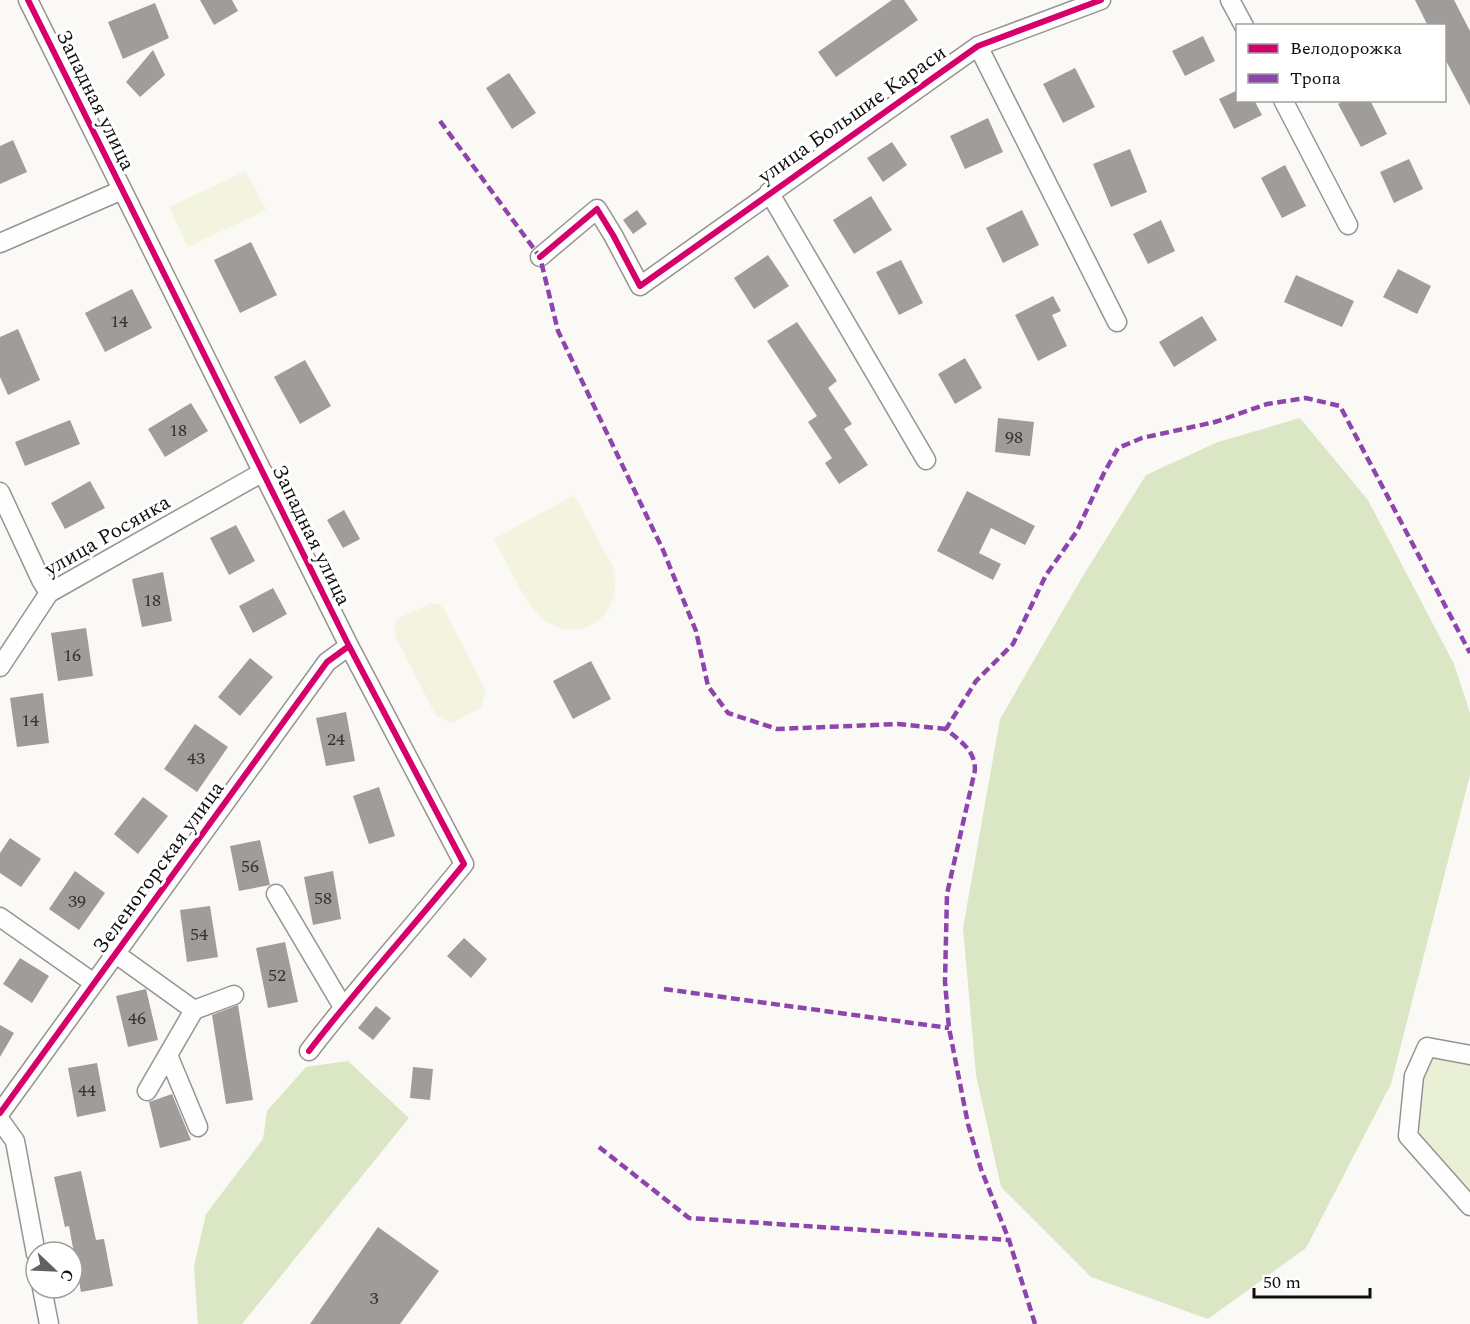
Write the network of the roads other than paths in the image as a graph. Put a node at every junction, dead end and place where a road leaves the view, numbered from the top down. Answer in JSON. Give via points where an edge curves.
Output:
{"nodes":[{"id":1,"x":1101,"y":0,"type":"edge"},
{"id":2,"x":1230,"y":0,"type":"edge"},
{"id":3,"x":32,"y":2,"type":"edge"},
{"id":4,"x":1243,"y":24,"type":"edge"},
{"id":5,"x":978,"y":46,"type":"junction"},
{"id":6,"x":1284,"y":102,"type":"edge"},
{"id":7,"x":122,"y":190,"type":"junction"},
{"id":8,"x":769,"y":192,"type":"junction"},
{"id":9,"x":1348,"y":225,"type":"dead end"},
{"id":10,"x":0,"y":243,"type":"edge"},
{"id":11,"x":540,"y":256,"type":"dead end"},
{"id":12,"x":1116,"y":322,"type":"dead end"},
{"id":13,"x":926,"y":460,"type":"dead end"},
{"id":14,"x":263,"y":472,"type":"junction"},
{"id":15,"x":0,"y":492,"type":"edge"},
{"id":16,"x":50,"y":593,"type":"junction"},
{"id":17,"x":349,"y":646,"type":"junction"},
{"id":18,"x":0,"y":667,"type":"edge"},
{"id":19,"x":276,"y":894,"type":"dead end"},
{"id":20,"x":0,"y":917,"type":"edge"},
{"id":21,"x":116,"y":954,"type":"junction"},
{"id":22,"x":94,"y":983,"type":"junction"},
{"id":23,"x":234,"y":995,"type":"dead end"},
{"id":24,"x":343,"y":1007,"type":"junction"},
{"id":25,"x":194,"y":1010,"type":"junction"},
{"id":26,"x":309,"y":1051,"type":"dead end"},
{"id":27,"x":168,"y":1054,"type":"junction"},
{"id":28,"x":1470,"y":1055,"type":"edge"},
{"id":29,"x":147,"y":1091,"type":"dead end"},
{"id":30,"x":0,"y":1113,"type":"edge"},
{"id":31,"x":0,"y":1120,"type":"edge"},
{"id":32,"x":198,"y":1127,"type":"dead end"},
{"id":33,"x":1470,"y":1206,"type":"edge"},
{"id":34,"x":33,"y":1240,"type":"edge"},
{"id":35,"x":44,"y":1300,"type":"edge"},
{"id":36,"x":49,"y":1324,"type":"edge"}],
"edges":[{"from":1,"to":5,"type":"street","name":"улица Большие Караси"},
{"from":2,"to":4,"type":"street"},
{"from":3,"to":7,"type":"street","name":"Западная улица"},
{"from":5,"to":8,"type":"street","name":"улица Большие Караси"},
{"from":5,"to":12,"type":"street"},
{"from":6,"to":9,"type":"street"},
{"from":7,"to":10,"type":"street"},
{"from":7,"to":14,"type":"street","name":"Западная улица"},
{"from":8,"to":11,"type":"street","name":"улица Большие Караси","via":[[640,286],[597,209]]},
{"from":8,"to":13,"type":"street"},
{"from":14,"to":16,"type":"street","name":"улица Росянка"},
{"from":14,"to":17,"type":"street","name":"Западная улица"},
{"from":15,"to":16,"type":"street"},
{"from":16,"to":18,"type":"street","name":"улица Росянка"},
{"from":17,"to":21,"type":"street","name":"Зеленогорская улица","via":[[327,662]]},
{"from":17,"to":24,"type":"street","name":"Западная улица","via":[[464,864]]},
{"from":19,"to":24,"type":"street"},
{"from":20,"to":22,"type":"street"},
{"from":21,"to":22,"type":"street","name":"Зеленогорская улица"},
{"from":21,"to":25,"type":"street"},
{"from":22,"to":30,"type":"street","name":"Зеленогорская улица"},
{"from":23,"to":25,"type":"street"},
{"from":24,"to":26,"type":"street","name":"Западная улица"},
{"from":25,"to":27,"type":"street"},
{"from":27,"to":29,"type":"street"},
{"from":27,"to":32,"type":"street"},
{"from":28,"to":33,"type":"street","via":[[1427,1047],[1414,1076],[1408,1136]]},
{"from":31,"to":34,"type":"street","via":[[15,1141]]},
{"from":35,"to":36,"type":"street"}]}
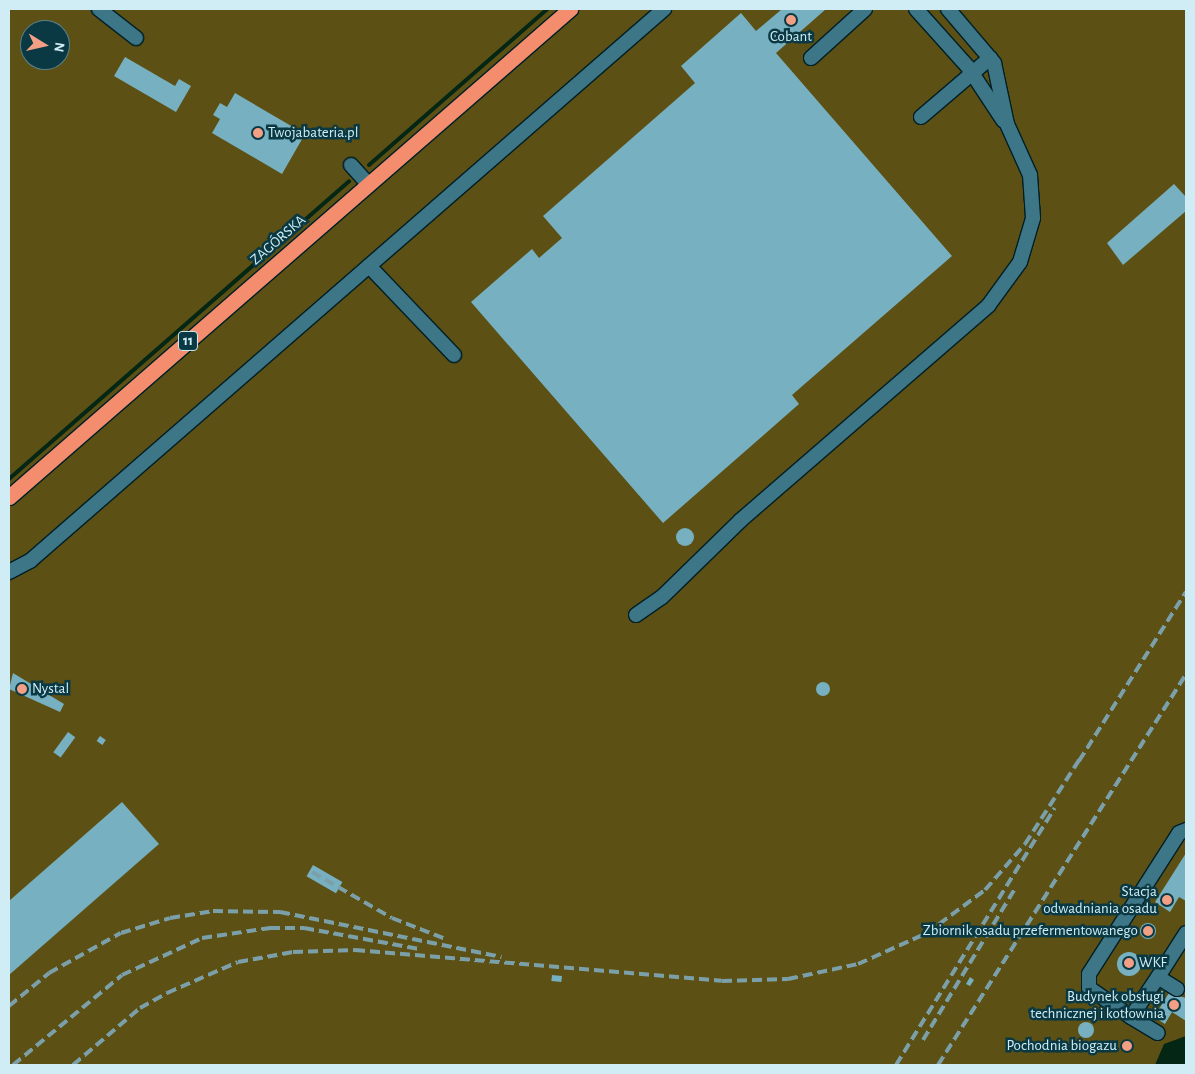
───
**Assigned task**
Determine how many lines in the entries above hold the string "Росянка", then report that number and nothing further.

**Response area**
2